Task to carry out: Filter these entries down to lines holding "Fern".
━━━ Data ━━━
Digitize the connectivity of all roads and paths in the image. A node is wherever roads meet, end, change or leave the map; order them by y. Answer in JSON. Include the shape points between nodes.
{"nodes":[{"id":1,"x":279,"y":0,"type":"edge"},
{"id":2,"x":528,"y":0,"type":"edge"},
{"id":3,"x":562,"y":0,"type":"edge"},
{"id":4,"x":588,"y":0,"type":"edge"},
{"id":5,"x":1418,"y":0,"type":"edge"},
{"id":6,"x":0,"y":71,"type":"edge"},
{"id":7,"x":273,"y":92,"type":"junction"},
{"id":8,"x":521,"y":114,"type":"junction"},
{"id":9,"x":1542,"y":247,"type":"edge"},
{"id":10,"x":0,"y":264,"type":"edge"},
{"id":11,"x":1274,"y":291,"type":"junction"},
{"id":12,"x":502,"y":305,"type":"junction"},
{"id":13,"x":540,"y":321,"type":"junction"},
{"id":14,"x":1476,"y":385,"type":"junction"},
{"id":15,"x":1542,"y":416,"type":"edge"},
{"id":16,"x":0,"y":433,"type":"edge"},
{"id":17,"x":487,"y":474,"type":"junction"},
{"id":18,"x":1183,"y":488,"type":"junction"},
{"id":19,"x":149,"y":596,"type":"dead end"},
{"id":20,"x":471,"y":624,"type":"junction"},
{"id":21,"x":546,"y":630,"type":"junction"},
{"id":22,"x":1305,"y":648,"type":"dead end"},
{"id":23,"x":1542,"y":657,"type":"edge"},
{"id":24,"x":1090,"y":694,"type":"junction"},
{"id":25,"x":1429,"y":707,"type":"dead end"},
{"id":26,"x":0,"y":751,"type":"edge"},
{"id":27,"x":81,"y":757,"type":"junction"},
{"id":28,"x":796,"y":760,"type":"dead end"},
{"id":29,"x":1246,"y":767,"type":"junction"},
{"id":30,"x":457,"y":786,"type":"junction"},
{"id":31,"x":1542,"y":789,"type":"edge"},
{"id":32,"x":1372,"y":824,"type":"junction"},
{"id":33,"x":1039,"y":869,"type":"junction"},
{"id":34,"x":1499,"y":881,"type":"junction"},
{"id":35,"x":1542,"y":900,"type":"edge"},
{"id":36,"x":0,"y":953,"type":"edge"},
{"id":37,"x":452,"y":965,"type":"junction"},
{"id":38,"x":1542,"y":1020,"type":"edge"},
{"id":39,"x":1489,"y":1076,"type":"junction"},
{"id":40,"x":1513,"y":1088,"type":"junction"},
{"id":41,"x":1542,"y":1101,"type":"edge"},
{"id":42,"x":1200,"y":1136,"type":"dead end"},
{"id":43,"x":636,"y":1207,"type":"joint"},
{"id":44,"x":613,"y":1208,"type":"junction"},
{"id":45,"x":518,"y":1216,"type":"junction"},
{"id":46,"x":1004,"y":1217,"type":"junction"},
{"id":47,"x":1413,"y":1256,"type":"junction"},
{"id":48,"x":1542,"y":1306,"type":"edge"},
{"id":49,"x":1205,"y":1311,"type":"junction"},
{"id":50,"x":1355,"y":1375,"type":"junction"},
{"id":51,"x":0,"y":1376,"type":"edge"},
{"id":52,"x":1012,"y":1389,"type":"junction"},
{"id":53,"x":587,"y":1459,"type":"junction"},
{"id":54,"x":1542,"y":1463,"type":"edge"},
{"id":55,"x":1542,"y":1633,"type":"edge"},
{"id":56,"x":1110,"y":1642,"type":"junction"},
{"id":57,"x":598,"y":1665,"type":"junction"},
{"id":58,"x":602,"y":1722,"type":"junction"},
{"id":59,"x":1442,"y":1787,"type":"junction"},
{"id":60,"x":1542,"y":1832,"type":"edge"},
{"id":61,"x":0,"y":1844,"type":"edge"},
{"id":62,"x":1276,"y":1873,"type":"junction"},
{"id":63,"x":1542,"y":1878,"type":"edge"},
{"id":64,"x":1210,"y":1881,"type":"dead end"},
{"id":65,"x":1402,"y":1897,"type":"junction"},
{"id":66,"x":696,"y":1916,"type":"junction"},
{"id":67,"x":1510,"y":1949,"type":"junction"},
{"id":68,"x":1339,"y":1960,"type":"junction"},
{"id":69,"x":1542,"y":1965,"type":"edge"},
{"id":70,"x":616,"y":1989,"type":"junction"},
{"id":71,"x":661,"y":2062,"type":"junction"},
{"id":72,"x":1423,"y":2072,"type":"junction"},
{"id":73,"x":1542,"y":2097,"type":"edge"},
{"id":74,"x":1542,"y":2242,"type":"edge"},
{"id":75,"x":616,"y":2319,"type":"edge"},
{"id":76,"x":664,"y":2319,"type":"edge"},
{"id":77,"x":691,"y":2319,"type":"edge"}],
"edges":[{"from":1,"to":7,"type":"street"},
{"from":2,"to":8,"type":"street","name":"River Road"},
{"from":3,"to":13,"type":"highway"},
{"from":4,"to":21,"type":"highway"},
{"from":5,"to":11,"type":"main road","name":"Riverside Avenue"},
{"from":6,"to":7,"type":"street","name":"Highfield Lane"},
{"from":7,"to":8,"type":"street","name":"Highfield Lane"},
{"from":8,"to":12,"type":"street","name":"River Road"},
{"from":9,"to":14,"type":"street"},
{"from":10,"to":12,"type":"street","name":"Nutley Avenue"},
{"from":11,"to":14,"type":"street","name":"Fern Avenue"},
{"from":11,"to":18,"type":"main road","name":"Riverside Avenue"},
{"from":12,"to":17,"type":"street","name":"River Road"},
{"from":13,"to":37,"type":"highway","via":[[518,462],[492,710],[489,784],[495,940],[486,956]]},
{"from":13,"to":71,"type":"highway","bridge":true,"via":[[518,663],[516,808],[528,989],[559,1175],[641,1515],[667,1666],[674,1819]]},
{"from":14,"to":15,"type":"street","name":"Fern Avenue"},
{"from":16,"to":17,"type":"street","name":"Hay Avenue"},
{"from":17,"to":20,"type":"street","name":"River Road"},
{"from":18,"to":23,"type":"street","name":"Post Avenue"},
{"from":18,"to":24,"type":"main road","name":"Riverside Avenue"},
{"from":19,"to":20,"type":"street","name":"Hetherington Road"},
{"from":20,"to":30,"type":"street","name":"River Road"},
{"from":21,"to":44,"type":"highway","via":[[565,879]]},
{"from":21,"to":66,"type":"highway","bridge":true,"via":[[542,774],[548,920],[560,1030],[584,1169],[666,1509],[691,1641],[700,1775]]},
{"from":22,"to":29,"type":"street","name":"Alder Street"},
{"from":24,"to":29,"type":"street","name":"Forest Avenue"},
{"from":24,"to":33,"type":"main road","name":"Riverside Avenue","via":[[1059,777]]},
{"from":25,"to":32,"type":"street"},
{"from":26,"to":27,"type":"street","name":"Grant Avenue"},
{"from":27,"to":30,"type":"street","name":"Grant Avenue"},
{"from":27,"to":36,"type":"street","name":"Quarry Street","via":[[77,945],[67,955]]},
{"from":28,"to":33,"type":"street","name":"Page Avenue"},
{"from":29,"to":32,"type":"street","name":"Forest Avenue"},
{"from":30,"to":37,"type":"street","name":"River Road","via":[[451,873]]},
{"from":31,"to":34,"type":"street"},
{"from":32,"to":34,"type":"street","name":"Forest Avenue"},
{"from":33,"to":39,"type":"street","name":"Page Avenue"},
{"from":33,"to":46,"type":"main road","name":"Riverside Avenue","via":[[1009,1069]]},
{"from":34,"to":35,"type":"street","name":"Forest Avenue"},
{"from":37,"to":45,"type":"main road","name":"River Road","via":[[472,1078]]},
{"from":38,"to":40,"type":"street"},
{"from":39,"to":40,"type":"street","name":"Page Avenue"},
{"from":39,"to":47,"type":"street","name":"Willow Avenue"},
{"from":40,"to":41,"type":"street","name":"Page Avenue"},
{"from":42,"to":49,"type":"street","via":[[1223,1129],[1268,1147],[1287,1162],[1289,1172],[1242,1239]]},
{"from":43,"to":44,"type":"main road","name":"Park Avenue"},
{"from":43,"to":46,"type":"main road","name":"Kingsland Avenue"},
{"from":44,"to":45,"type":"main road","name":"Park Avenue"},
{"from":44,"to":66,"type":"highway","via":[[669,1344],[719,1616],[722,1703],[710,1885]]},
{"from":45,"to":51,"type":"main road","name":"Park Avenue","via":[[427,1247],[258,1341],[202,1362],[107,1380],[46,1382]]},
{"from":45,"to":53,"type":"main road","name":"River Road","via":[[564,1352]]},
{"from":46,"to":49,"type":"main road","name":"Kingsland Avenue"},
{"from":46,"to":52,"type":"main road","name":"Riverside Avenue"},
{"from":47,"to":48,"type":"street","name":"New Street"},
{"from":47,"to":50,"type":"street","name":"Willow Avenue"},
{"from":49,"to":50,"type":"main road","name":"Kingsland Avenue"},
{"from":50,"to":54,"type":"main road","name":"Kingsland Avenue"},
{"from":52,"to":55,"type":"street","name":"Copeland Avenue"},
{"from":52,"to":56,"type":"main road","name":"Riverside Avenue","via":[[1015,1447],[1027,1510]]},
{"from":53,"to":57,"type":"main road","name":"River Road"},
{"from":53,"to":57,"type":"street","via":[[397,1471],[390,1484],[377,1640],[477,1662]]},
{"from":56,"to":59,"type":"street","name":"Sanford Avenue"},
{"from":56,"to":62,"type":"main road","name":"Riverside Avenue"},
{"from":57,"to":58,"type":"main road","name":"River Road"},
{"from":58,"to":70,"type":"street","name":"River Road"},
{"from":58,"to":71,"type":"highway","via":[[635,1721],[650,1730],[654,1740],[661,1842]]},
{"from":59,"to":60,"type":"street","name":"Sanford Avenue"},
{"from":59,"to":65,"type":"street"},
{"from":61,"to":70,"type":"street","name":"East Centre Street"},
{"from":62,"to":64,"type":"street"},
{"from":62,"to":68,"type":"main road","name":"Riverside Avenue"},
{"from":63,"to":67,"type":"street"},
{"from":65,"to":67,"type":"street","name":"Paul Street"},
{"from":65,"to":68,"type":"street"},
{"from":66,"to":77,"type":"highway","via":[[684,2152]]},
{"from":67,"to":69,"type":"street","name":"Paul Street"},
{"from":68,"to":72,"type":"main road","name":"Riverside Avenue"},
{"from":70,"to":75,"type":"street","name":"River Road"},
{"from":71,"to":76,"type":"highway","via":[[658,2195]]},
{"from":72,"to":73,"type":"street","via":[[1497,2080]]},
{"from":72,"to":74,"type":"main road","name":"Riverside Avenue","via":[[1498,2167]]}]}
━━━
Answer section:
{"from":11,"to":14,"type":"street","name":"Fern Avenue"},
{"from":14,"to":15,"type":"street","name":"Fern Avenue"},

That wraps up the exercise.